┌─ Recorded data

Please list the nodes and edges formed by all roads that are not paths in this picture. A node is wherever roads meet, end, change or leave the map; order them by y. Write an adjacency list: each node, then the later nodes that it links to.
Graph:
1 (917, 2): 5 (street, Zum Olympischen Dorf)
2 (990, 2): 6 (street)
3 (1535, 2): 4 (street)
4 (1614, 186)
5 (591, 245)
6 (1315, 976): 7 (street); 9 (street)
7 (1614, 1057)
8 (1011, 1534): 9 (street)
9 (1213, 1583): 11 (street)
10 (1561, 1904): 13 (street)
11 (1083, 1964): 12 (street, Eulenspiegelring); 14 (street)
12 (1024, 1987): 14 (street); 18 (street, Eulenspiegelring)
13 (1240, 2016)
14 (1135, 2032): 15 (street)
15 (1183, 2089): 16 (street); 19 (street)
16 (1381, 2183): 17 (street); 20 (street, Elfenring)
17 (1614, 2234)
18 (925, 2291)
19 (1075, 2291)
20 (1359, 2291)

└─
┌─ Recorded data

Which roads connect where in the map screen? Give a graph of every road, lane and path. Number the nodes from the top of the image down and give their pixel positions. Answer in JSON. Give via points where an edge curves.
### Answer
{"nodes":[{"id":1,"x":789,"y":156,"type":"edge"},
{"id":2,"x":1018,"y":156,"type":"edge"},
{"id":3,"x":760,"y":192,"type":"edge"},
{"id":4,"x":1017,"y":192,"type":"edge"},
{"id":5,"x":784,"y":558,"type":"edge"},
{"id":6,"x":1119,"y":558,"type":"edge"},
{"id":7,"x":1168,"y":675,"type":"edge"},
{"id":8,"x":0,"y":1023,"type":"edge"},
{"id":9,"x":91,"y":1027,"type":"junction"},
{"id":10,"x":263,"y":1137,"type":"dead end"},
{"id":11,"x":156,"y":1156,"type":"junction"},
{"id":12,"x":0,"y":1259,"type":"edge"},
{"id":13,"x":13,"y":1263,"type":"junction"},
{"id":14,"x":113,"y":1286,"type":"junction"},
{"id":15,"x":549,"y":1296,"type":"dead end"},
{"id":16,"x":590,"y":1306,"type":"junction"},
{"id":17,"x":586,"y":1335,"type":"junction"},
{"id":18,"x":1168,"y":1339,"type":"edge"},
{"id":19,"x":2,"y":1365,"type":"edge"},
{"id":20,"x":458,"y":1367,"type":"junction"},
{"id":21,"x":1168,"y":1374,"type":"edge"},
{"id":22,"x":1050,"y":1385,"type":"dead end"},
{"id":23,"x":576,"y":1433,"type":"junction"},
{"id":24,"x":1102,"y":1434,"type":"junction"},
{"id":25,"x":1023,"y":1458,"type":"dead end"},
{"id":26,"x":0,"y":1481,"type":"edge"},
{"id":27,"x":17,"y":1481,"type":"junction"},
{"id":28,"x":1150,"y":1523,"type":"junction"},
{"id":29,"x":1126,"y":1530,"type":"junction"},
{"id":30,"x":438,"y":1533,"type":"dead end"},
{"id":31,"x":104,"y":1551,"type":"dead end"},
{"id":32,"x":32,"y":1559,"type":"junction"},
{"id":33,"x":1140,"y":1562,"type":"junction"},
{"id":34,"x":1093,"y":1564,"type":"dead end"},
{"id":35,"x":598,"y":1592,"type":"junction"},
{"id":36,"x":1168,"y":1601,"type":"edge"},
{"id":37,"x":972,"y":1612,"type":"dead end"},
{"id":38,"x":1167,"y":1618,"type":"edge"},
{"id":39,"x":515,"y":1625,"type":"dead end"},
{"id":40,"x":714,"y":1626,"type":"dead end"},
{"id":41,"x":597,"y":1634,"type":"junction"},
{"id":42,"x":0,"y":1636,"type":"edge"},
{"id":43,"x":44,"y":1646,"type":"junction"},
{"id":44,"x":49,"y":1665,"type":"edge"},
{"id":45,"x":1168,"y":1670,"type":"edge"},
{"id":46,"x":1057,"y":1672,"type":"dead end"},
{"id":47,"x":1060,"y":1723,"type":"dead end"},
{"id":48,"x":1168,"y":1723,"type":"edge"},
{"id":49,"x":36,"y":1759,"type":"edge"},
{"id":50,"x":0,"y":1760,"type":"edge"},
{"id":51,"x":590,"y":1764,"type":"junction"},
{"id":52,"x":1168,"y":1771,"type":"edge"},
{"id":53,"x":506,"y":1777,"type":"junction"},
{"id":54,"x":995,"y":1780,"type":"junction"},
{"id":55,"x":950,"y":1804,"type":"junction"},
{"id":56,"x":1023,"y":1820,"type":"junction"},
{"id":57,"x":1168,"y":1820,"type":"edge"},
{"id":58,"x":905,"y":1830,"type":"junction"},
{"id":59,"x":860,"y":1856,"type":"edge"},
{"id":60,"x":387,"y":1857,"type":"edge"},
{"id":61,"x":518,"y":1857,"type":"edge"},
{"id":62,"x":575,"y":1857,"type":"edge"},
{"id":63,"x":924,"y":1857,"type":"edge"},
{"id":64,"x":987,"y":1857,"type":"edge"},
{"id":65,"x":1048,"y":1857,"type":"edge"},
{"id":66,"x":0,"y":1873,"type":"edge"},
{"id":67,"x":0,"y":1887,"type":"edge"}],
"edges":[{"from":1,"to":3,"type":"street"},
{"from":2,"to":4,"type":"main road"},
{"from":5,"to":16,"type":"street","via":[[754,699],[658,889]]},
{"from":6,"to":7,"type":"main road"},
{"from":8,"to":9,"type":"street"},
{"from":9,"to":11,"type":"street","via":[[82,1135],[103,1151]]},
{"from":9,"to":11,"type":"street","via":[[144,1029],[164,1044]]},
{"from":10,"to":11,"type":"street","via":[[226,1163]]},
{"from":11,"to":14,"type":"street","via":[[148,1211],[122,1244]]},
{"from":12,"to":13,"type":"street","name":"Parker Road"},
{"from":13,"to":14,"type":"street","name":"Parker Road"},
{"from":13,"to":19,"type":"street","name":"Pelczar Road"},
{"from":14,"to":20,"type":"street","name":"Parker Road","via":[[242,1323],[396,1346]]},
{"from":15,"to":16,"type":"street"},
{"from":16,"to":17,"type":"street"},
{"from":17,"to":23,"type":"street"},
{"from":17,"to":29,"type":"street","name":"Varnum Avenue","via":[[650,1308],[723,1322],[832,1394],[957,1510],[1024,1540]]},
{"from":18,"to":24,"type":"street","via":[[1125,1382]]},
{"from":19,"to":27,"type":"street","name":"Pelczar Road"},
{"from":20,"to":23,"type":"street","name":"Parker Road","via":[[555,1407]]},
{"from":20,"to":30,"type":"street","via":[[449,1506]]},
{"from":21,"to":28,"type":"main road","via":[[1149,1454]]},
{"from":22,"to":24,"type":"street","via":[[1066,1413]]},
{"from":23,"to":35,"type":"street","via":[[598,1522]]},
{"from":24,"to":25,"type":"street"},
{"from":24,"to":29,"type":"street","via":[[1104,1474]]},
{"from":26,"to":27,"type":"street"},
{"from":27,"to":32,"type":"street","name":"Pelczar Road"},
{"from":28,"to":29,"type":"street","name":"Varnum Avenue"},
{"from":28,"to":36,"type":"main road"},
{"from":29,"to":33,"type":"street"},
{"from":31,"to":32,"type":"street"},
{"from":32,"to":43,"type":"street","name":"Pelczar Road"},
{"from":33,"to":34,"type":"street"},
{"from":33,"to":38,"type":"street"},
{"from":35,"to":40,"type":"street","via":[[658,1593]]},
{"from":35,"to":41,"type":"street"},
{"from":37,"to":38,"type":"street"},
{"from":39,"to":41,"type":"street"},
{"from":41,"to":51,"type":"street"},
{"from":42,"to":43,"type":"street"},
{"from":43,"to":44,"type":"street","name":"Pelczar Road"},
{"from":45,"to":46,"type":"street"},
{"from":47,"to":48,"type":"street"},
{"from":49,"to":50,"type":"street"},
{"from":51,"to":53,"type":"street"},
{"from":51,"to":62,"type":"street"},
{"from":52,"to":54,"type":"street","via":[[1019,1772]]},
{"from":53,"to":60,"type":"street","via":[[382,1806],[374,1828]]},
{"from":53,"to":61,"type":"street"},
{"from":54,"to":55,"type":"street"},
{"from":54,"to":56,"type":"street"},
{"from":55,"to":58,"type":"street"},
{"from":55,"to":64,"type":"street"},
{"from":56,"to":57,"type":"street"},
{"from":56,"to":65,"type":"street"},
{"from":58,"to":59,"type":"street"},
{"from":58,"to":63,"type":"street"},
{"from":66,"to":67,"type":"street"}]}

└─

In the data shown above, how many lines hold the string "roads"? The answer is the number alone.

- Solution below
2